It’s often the case that North Carolinians facing financial trouble and thinking about bankruptcy don’t understand all of the important details about the process. One common misunderstanding is that once a bankruptcy has been filed all your debts are immediately discharged, meaning you can start anew with a blank financial slate. Sadly, that is not always the case as there are some categories of debt that cannot be discharged during the bankruptcy process. Though this may not affect everyone, it’s important to understand which debts are and which debts are not dischargeable before beginning the bankruptcy process.
What does it mean to “discharge” a debt?
So how do you know which categories of debt are dischargeable and which aren’t? Start by looking at the bankruptcy code. Section 523(a) of the Bankruptcy Code contains a list of which debts cannot be discharged during a bankruptcy. This means that if your debts fall into one of the listed categories even if you prevail in your bankruptcy filing you will still be responsible for paying back the money owed.
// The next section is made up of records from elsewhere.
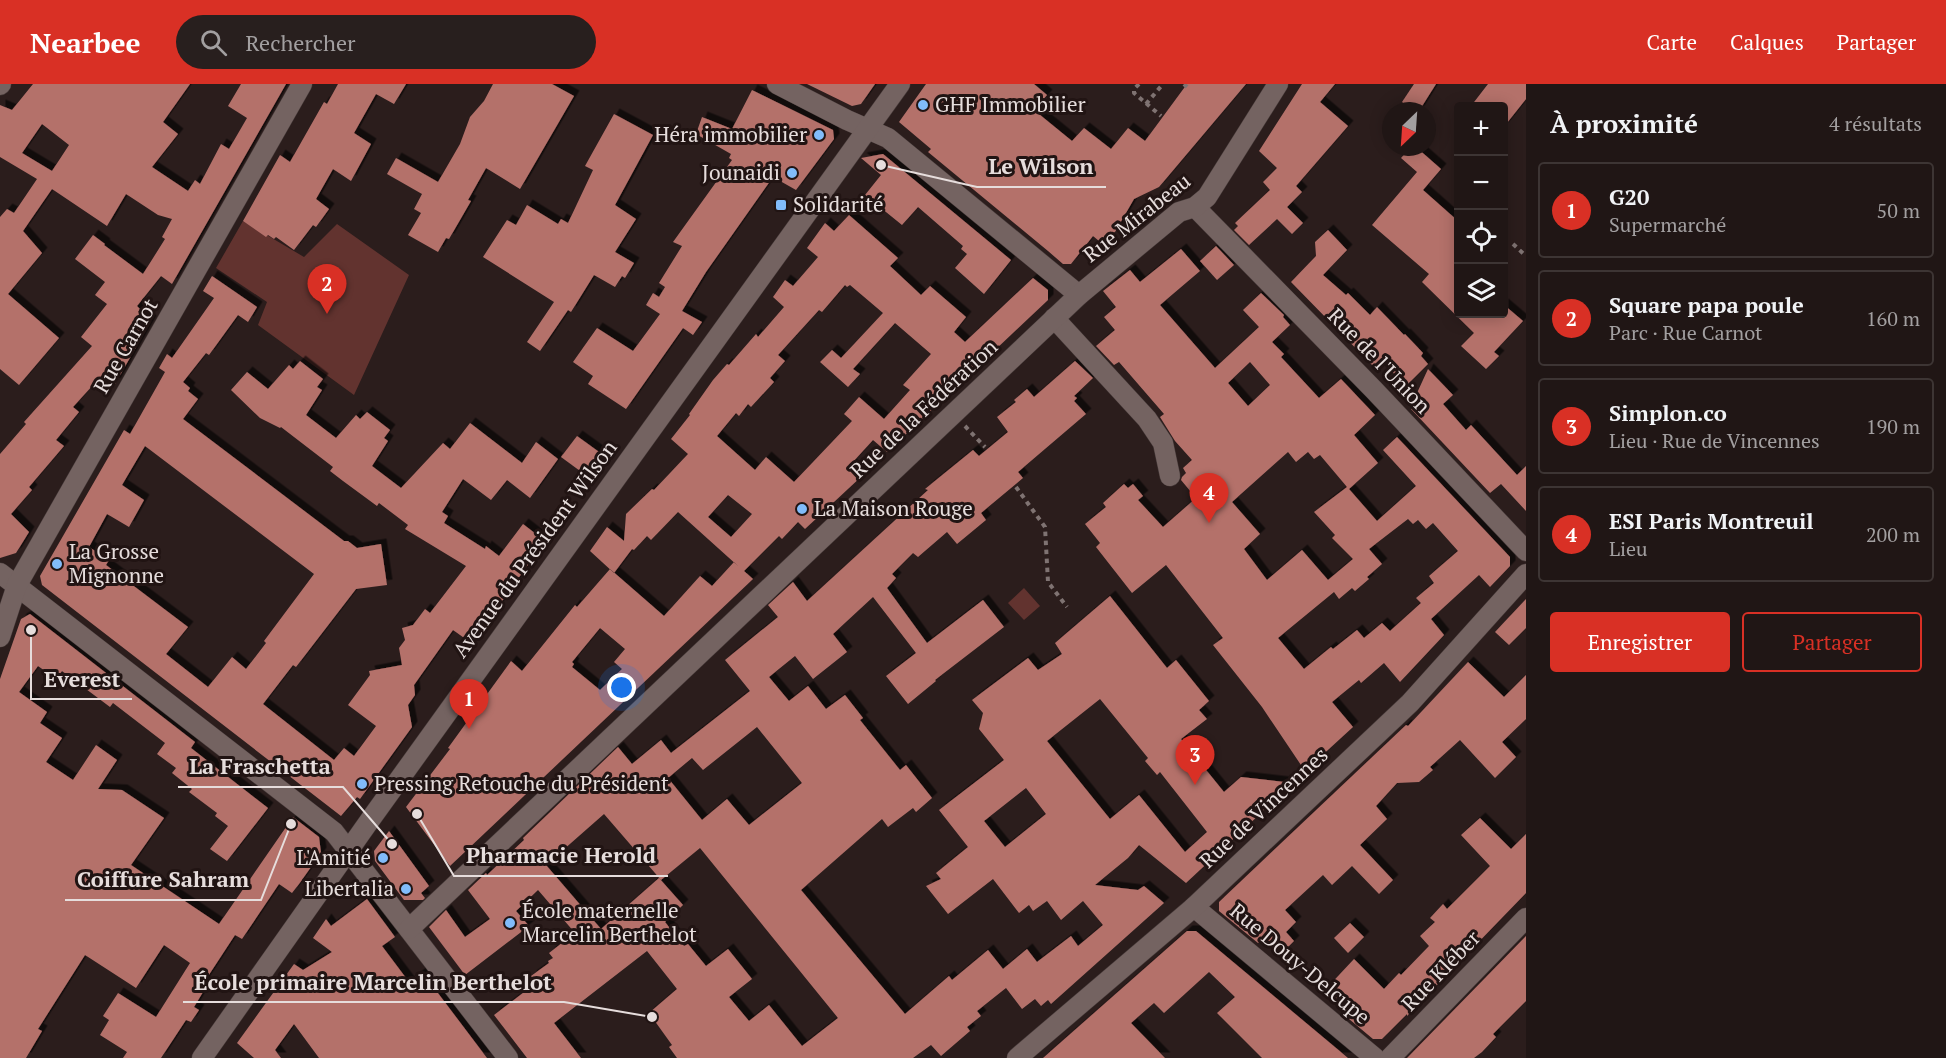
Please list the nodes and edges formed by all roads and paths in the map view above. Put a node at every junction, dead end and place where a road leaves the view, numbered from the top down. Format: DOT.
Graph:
graph roads {
  1 [pos="302,84"];
  2 [pos="777,84"];
  3 [pos="900,84"];
  4 [pos="1139,84"];
  5 [pos="1163,84"];
  6 [pos="1278,84"];
  7 [pos="1146,104"];
  8 [pos="1161,116"];
  9 [pos="868,128"];
  10 [pos="1195,207"];
  11 [pos="1513,244"];
  12 [pos="1526,256"];
  13 [pos="1079,295"];
  14 [pos="1054,318"];
  15 [pos="954,414"];
  16 [pos="985,447"];
  17 [pos="1170,476"];
  18 [pos="1016,487"];
  19 [pos="1526,551"];
  20 [pos="0,573"];
  21 [pos="1526,574"];
  22 [pos="17,585"];
  23 [pos="0,599"];
  24 [pos="1067,607"];
  25 [pos="0,636"];
  26 [pos="349,851"];
  27 [pos="1194,907"];
  28 [pos="1526,918"];
  29 [pos="409,929"];
  30 [pos="202,1058"];
  31 [pos="508,1058"];
  32 [pos="1017,1058"];
  33 [pos="1375,1058"];
  34 [pos="1390,1058"];
  1 -- 22 [label="street, Rue Carnot"];
  2 -- 9 [label="street"];
  3 -- 9 [label="street, Avenue du Président Wilson"];
  4 -- 7 [label="path"];
  5 -- 7 [label="path"];
  6 -- 10 [label="street, Rue Mirabeau"];
  7 -- 8 [label="path"];
  9 -- 13 [label="street"];
  9 -- 26 [label="street, Avenue du Président Wilson"];
  10 -- 13 [label="street, Rue Mirabeau"];
  10 -- 19 [label="street, Rue de l'Union"];
  11 -- 12 [label="path"];
  13 -- 14 [label="street, Rue de la Fédération"];
  14 -- 15 [label="street, Rue de la Fédération"];
  14 -- 17 [label="street"];
  15 -- 16 [label="path"];
  15 -- 29 [label="street, Rue de la Fédération"];
  18 -- 24 [label="path"];
  20 -- 22 [label="street"];
  21 -- 27 [label="street, Rue de Vincennes"];
  22 -- 23 [label="street"];
  22 -- 25 [label="street, Rue Carnot"];
  22 -- 26 [label="street"];
  26 -- 29 [label="street"];
  26 -- 30 [label="street, Avenue du Président Wilson"];
  27 -- 32 [label="street, Rue de Vincennes"];
  27 -- 33 [label="street, Rue Douy-Delcupe"];
  28 -- 34 [label="street, Rue Kléber"];
  29 -- 31 [label="street"];
}
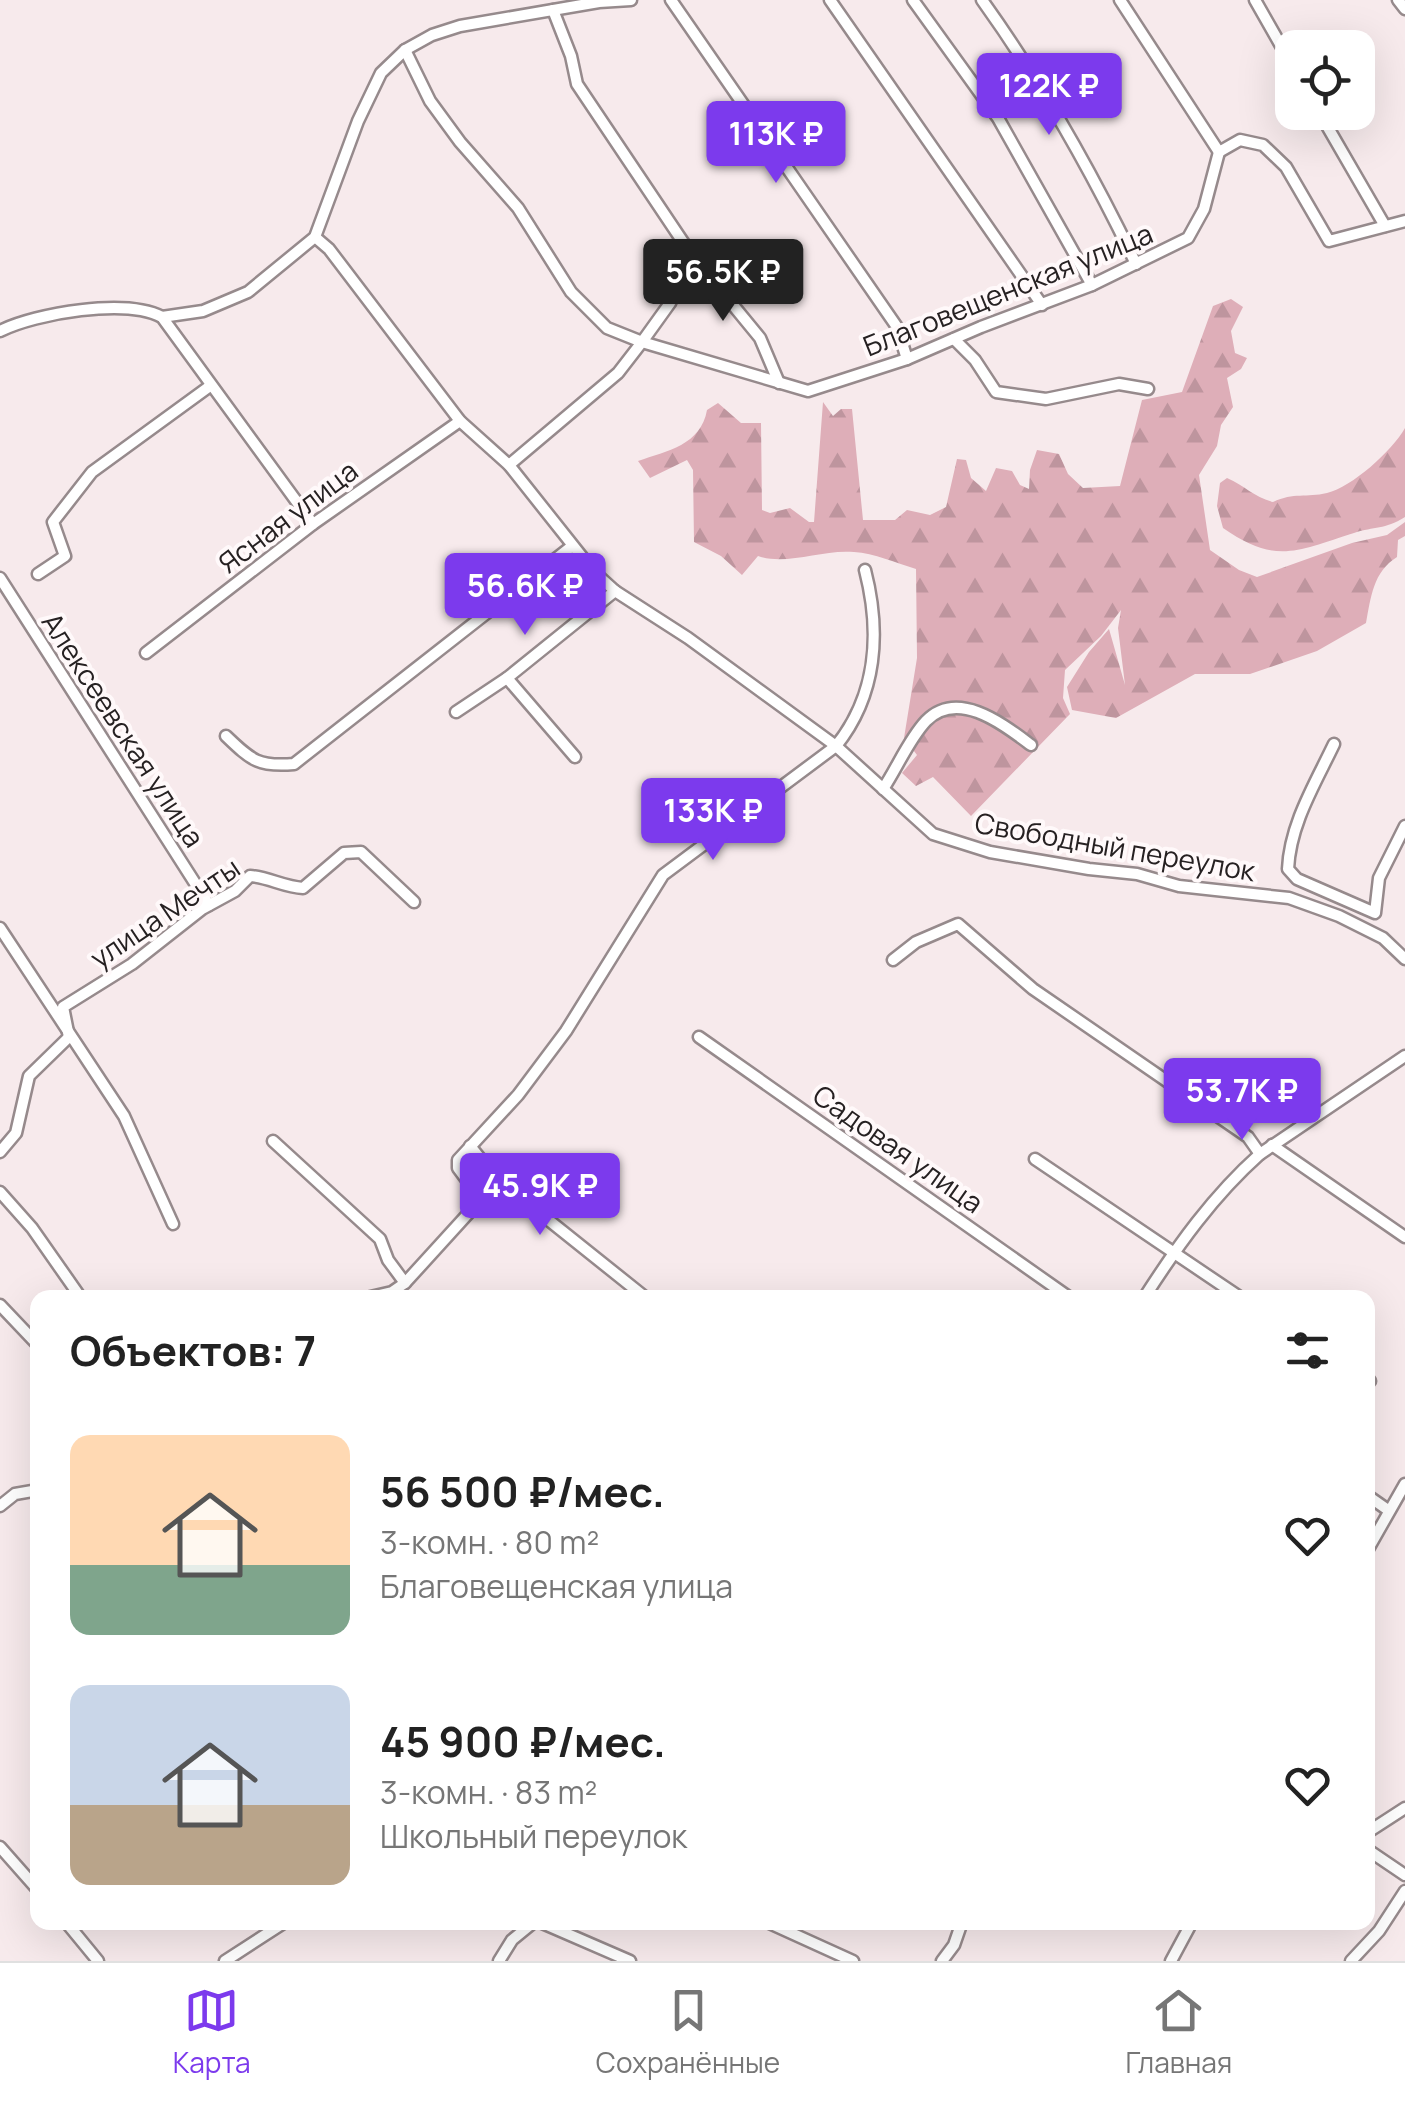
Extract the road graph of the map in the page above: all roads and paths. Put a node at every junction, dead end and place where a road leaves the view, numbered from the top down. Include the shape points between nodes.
1 (631, 0) edge
2 (671, 0) edge
3 (830, 0) edge
4 (913, 0) edge
5 (982, 0) edge
6 (1120, 0) edge
7 (1255, 0) edge
8 (1398, 0) edge
9 (554, 10) junction
10 (1405, 10) edge
11 (1275, 36) edge
12 (405, 50) junction
13 (1329, 130) edge
14 (1220, 152) junction
15 (1405, 221) edge
16 (1385, 226) junction
17 (315, 237) junction
18 (691, 254) junction
19 (1136, 264) junction
20 (1092, 285) junction
21 (1042, 305) junction
22 (162, 316) junction
23 (0, 331) edge
24 (954, 339) junction
25 (642, 342) junction
26 (907, 359) junction
27 (779, 383) junction
28 (210, 386) junction
29 (1148, 389) dead end
30 (460, 420) junction
31 (509, 465) junction
32 (313, 524) junction
33 (571, 548) junction
34 (865, 570) dead end
35 (38, 574) dead end
36 (0, 578) edge
37 (615, 591) junction
38 (146, 652) dead end
39 (508, 678) junction
40 (456, 712) dead end
41 (226, 736) dead end
42 (1334, 744) dead end
43 (1032, 745) dead end
44 (836, 746) junction
45 (575, 757) dead end
46 (883, 789) junction
47 (1405, 826) edge
48 (414, 902) dead end
49 (208, 905) junction
50 (0, 928) edge
51 (1405, 959) edge
52 (893, 960) dead end
53 (69, 1037) junction
54 (699, 1037) dead end
55 (1405, 1056) edge
56 (273, 1141) dead end
57 (1272, 1145) junction
58 (470, 1146) junction
59 (0, 1152) edge
60 (1260, 1154) junction
61 (1034, 1159) dead end
62 (0, 1192) edge
63 (173, 1224) dead end
64 (1405, 1237) edge
65 (1173, 1253) junction
66 (405, 1283) junction
67 (75, 1290) edge
68 (395, 1290) edge
69 (636, 1290) edge
70 (1059, 1290) edge
71 (1149, 1290) edge
72 (1229, 1290) edge
73 (0, 1306) edge
74 (30, 1337) edge
75 (1405, 1484) edge
76 (30, 1491) edge
77 (1375, 1501) edge
78 (0, 1506) edge
79 (1388, 1510) junction
80 (1375, 1535) edge
81 (1405, 1808) edge
82 (1375, 1827) edge
83 (0, 1847) edge
84 (1375, 1855) edge
85 (1405, 1875) edge
86 (30, 1881) edge
87 (1405, 1891) edge
88 (73, 1930) edge
89 (273, 1930) edge
90 (526, 1930) edge
91 (556, 1930) edge
92 (784, 1930) edge
93 (959, 1930) edge
94 (1188, 1930) edge
95 (98, 1961) edge
96 (225, 1961) edge
97 (499, 1961) edge
98 (630, 1961) edge
99 (852, 1961) edge
100 (942, 1961) edge
101 (1171, 1961) edge
102 (1350, 1961) edge

1 - 9 street
2 - 26 street via 897,328
3 - 21 street
4 - 20 street via 998,118
5 - 19 street via 1093,174
6 - 14 street
7 - 11 street
8 - 10 street
9 - 12 street via 460,26
9 - 18 street via 578,84
12 - 17 street via 380,73
12 - 25 street, Благовещенская улица via 430,102 518,208 571,292 607,328
13 - 16 street
14 - 16 street via 1240,140 1263,145 1286,167 1329,241
14 - 19 street, Благовещенская улица via 1188,238
15 - 16 street
17 - 22 street via 248,292 204,311
17 - 30 street, Свободный переулок
18 - 25 street via 670,303
18 - 27 street via 760,338
19 - 20 street, Благовещенская улица
20 - 21 street, Благовещенская улица
21 - 24 street, Благовещенская улица
22 - 23 street via 128,307 46,316
22 - 28 street
24 - 26 street, Благовещенская улица
24 - 29 street via 996,392 1046,398 1119,384
25 - 27 street, Благовещенская улица
25 - 31 street via 618,373
26 - 27 street, Благовещенская улица via 808,392
28 - 32 street
28 - 35 street via 92,472 53,522 65,556
30 - 31 street, Свободный переулок
30 - 32 street, Ясная улица
31 - 33 street, Свободный переулок
32 - 38 street, Ясная улица
33 - 37 street, Свободный переулок
33 - 41 street via 294,764 266,766
34 - 44 street via 875,608 873,658 864,697
36 - 49 street, Алексеевская улица
37 - 39 street
37 - 44 street, Свободный переулок
39 - 40 street
39 - 45 street
42 - 47 street via 1300,815 1288,870 1375,912 1379,878
43 - 46 street via 1005,723 947,708 926,720
44 - 46 street, Свободный переулок
44 - 58 street via 662,876 566,1031
46 - 51 street, Свободный переулок via 949,840 1179,886 1288,898 1382,938
48 - 49 street, улица Мечты via 361,852 344,853 303,888 250,876
49 - 53 street, улица Мечты via 63,1007
50 - 53 street
52 - 60 street via 958,924 1033,990 1248,1136
53 - 59 street via 29,1076 16,1132
53 - 63 street via 124,1116
54 - 70 street, Садовая улица
55 - 57 street
56 - 66 street via 380,1239
57 - 60 street
57 - 64 street
58 - 66 street via 458,1168 476,1188 476,1205
58 - 69 street via 496,1178
60 - 65 street
61 - 65 street
62 - 67 street
65 - 71 street
65 - 72 street
66 - 68 street
73 - 74 street
75 - 79 street
76 - 78 street
77 - 79 street
79 - 80 street
81 - 82 street
83 - 86 street
84 - 85 street
87 - 102 street
88 - 95 street
89 - 96 street
90 - 97 street
91 - 98 street
92 - 99 street
93 - 100 street
94 - 101 street

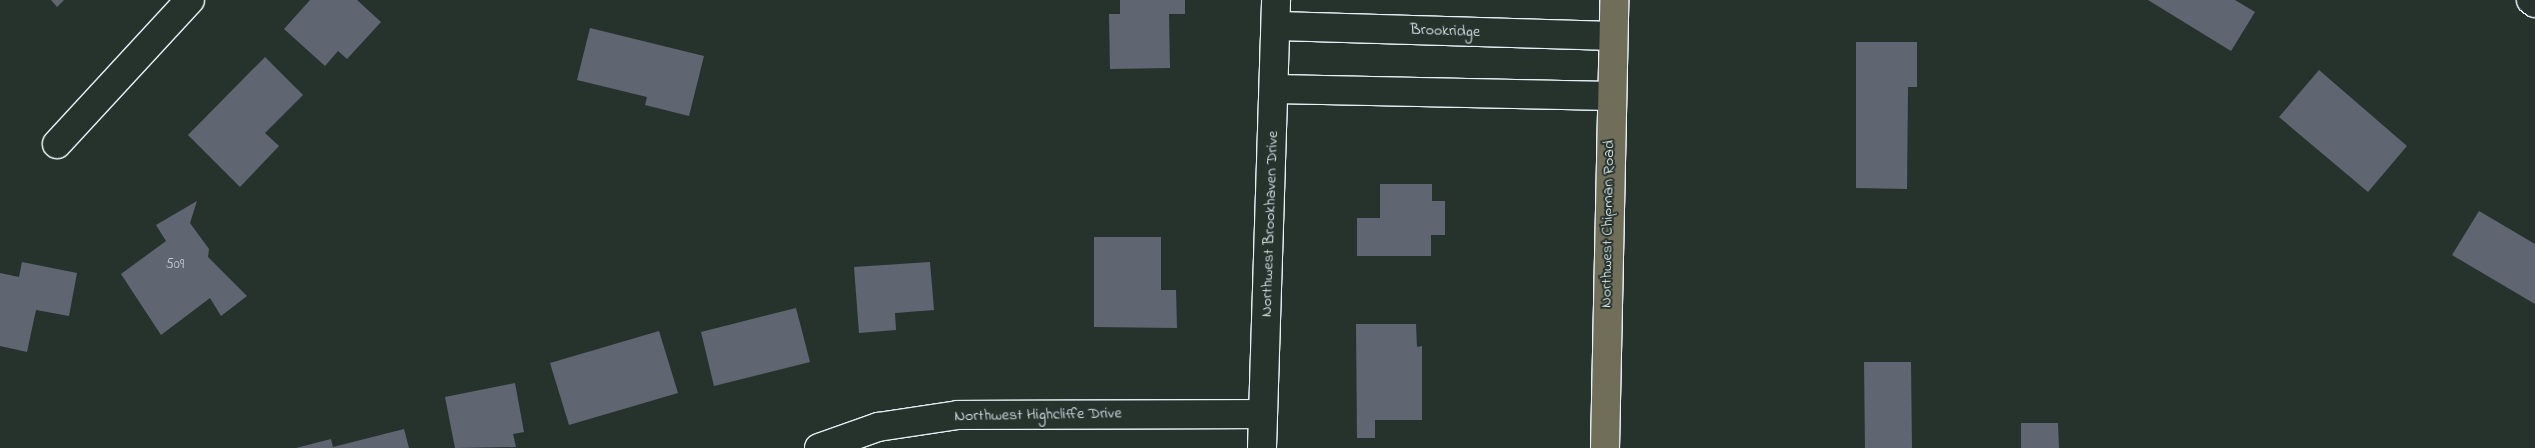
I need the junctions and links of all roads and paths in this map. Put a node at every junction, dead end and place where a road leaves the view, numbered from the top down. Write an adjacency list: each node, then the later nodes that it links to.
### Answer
1 (190, 0): 9 (street)
2 (1614, 0): 6 (main road, Northwest Chipman Road)
3 (2531, 0): 4 (street)
4 (2535, 3)
5 (1277, 13): 6 (street, Brookridge); 7 (street, Northwest Brookhaven Drive)
6 (1614, 36): 8 (main road, Northwest Chipman Road)
7 (1275, 89): 8 (street); 10 (street, Northwest Brookhaven Drive)
8 (1611, 96): 13 (main road, Northwest Chipman Road)
9 (57, 144)
10 (1262, 414): 11 (street, Northwest Highcliffe Drive); 12 (street, Northwest Brookhaven Drive)
11 (819, 448)
12 (1262, 448)
13 (1605, 448)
What is not dischargeable?
Some good examples of debts that are not dischargeable during bankruptcy include things like child support and alimony arrearages, back taxes, many if not most student loans, debts that were not disclosed by the debtor and certain personal injury judgments and, oddly, debts that are related to housing fees. Also, debts that were acquired by fraud and debts that are related to criminal penalties or restitution are not eligible for discharge.